American music critic (born 1957)

John Dale Considine (born 1957) is an American music critic who has been writing about music professionally since 1977.

== Background ==

John Dale Considine was born in Albany, New York, in 1957. Considine moved to Towson, Maryland, at age five. After graduating from Towson High School, Considine completed a B.A. in humanities at Johns Hopkins University in 1979.
J. D. Considine's work has been published in numerous newspapers and music magazines, and he has contributed to several books. Considine appeared regularly on the VH1 show Four on the Floor which aired from 1994 to 1996, and earned a Cable Ace nomination.

== Writing ==
From 1979 to 1996, Considine wrote for Rolling Stone. Considine was on the staff of The Baltimore Sun from 1986 to the end of 2000, leaving to become managing editor and a writer for Revolver magazine. He later became jazz critic at The Globe and Mail.

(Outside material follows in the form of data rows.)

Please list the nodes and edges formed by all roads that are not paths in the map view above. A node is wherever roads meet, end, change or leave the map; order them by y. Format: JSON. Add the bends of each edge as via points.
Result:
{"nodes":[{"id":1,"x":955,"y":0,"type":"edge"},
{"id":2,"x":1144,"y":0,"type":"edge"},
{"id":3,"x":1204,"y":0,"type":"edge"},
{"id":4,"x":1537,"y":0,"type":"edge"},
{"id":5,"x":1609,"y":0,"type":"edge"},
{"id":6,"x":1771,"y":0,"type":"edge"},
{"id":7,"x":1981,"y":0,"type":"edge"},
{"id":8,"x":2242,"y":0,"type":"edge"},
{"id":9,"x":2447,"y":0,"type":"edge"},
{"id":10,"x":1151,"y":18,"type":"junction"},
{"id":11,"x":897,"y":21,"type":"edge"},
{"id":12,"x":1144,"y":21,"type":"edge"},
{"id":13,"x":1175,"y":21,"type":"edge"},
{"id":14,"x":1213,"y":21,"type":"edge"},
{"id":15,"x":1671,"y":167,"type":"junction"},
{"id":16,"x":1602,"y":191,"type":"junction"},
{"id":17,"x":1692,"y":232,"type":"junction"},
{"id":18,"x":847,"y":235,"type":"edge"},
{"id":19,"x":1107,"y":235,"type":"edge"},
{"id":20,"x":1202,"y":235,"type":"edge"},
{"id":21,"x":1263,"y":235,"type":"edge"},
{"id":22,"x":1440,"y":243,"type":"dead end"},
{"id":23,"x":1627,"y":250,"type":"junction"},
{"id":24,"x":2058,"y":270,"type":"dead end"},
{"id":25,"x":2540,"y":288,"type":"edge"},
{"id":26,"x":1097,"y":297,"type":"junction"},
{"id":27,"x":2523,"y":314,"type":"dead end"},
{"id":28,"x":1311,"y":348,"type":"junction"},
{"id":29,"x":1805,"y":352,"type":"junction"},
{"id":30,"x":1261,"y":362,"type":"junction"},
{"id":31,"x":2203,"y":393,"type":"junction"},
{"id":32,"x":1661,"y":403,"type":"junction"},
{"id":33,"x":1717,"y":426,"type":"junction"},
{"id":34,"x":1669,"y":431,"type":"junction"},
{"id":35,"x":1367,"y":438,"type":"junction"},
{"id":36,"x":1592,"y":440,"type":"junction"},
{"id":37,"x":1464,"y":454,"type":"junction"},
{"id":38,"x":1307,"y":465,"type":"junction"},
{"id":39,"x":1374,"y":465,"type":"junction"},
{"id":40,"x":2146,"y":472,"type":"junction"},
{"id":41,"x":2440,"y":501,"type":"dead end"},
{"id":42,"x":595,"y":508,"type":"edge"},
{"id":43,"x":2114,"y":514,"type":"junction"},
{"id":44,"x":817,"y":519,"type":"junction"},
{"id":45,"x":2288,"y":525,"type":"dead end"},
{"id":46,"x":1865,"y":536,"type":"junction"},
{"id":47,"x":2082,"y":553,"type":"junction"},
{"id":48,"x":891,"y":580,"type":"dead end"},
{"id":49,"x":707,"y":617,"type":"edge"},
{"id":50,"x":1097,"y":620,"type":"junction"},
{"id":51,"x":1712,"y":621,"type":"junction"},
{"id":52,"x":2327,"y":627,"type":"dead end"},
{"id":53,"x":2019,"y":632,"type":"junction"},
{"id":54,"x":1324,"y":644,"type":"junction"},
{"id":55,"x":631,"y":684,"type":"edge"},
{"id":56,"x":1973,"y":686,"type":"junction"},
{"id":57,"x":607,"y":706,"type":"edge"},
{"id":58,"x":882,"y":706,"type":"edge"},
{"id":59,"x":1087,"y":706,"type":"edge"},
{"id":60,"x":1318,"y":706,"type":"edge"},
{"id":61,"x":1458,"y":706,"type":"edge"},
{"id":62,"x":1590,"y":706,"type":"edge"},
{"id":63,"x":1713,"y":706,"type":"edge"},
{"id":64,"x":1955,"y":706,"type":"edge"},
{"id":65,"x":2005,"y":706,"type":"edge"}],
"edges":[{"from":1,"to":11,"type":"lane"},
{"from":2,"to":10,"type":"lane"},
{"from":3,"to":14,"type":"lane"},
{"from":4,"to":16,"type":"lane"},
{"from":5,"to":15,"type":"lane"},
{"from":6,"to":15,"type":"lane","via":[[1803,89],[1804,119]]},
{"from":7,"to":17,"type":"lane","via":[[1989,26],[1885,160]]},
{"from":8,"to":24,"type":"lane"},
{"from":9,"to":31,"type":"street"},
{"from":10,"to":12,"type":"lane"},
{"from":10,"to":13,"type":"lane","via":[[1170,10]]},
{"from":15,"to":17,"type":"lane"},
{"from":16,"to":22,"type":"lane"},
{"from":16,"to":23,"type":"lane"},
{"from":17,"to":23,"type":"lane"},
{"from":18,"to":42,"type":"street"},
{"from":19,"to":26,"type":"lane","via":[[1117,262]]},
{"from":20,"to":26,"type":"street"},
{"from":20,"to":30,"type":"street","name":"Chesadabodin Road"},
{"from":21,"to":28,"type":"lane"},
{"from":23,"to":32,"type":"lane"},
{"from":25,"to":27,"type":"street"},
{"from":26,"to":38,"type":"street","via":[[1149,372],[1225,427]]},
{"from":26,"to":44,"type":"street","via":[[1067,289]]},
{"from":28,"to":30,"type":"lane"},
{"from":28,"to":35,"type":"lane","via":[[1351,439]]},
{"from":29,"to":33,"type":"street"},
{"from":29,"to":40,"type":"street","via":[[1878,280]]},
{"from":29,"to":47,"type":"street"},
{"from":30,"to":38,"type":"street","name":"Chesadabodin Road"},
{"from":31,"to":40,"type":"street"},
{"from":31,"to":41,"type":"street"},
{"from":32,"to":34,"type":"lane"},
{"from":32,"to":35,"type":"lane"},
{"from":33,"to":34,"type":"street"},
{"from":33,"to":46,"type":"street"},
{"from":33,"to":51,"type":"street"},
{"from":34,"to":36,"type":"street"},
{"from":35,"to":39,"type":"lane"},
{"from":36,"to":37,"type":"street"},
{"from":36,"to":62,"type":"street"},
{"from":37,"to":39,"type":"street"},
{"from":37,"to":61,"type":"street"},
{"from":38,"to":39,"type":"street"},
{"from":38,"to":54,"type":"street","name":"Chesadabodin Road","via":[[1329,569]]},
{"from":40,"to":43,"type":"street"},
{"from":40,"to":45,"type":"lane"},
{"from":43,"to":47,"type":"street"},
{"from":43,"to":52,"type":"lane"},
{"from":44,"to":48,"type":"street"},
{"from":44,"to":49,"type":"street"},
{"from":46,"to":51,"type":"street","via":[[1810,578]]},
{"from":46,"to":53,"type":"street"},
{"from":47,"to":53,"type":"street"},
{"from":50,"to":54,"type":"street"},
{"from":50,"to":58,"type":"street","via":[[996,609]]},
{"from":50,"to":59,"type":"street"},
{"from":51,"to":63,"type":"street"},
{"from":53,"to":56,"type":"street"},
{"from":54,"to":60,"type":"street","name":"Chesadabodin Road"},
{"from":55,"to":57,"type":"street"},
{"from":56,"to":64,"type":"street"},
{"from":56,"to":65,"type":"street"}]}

In the 1980s, Considine wrote for Musician. It was here that Considine coined the term "cowboy pop" in his review of Rubber Rodeo's 1984 album Scenic Views. In a 1990 review published in Rolling Stone, J. D. Considine famously criticized Phil Collins' album ...But Seriously, arguing that "Collins was a lot more fun — and effective — when he was frivolous." Seven months after the publication of the review, Phil Collins addressed Considine's claim directly in an interview published in Musician Magazine.

An especially famous review of Considine's was of GTR's self-titled debut album, GTR. His one-word review, "SHT", appeared
in Musician magazine.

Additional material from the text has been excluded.